Exhibitions

More Than a Neighbor

Mosaic Images of Croatian Folk Culture 11/Sep/2013 - 23/Mar/2014
The Museum of Ethnography's More Than a Neighbor - Mosaic Images of Croatian Folk Culture celebrates the accession to the European Union of a nation to which Hungary has numerous historical ties - some stemming from events that are a source of mutual national pride, and others founded on matters that are viewed quite differently in the two countries.

 



Rather than focusing on modern-day Croatia, the exhibition uses 19th-century artefacts to explore how certain European processes have influenced the development of folk culture. The Hungarian visitor will find this material familiar, as it is the view of ethnographers in both countries that the Drava River - currently the national boundary between them - has never constituted a sharp cultural dividing line.

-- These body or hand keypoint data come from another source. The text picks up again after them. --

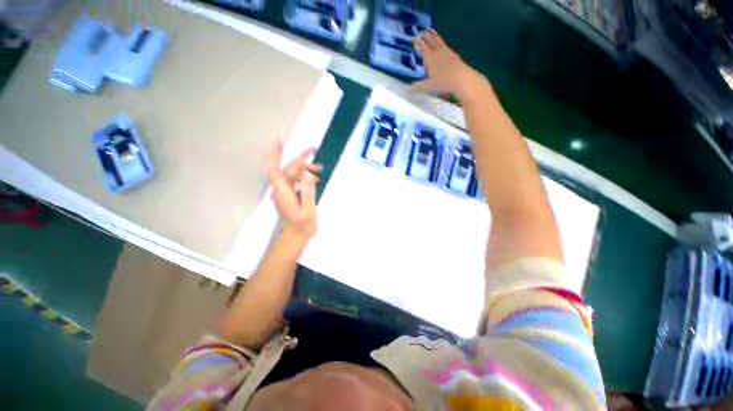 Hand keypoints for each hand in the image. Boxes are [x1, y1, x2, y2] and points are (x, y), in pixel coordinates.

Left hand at [265, 143, 322, 243]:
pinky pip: (295, 181)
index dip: (275, 154)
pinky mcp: (288, 196)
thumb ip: (308, 191)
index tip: (279, 141)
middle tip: (314, 150)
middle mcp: (280, 189)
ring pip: (292, 174)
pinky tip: (314, 179)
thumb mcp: (308, 209)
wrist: (295, 237)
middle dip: (300, 159)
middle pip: (288, 169)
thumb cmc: (302, 225)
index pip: (274, 168)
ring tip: (320, 169)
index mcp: (282, 191)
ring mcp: (284, 193)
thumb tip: (309, 174)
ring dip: (304, 169)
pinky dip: (304, 177)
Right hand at [413, 29, 490, 101]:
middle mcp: (438, 52)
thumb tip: (407, 91)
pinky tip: (443, 45)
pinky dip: (442, 43)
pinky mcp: (454, 55)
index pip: (423, 48)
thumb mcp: (429, 86)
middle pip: (431, 42)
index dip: (418, 43)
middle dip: (426, 37)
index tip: (414, 39)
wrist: (462, 79)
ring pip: (439, 41)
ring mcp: (447, 52)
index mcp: (431, 58)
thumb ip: (418, 87)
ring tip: (431, 31)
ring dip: (434, 36)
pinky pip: (446, 46)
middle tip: (422, 31)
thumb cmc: (444, 83)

Hungary and Croatia are bound by more than eight hundred years of shared government, as well as by labour migration, shared sites of pilgrimage, and the familial ties of numerous landowning families; and of course, there are Croatian groups still living in Hungary today and a substantial tourist industry, as well. By offering an interpretation of a collection of artefacts acquired between 1872 and 1920, the museum hopes - among other things - to demonstrate that the ethnographic image that is still a part of the Croatian national identity today was, in many cases, shaped across common scientific forums.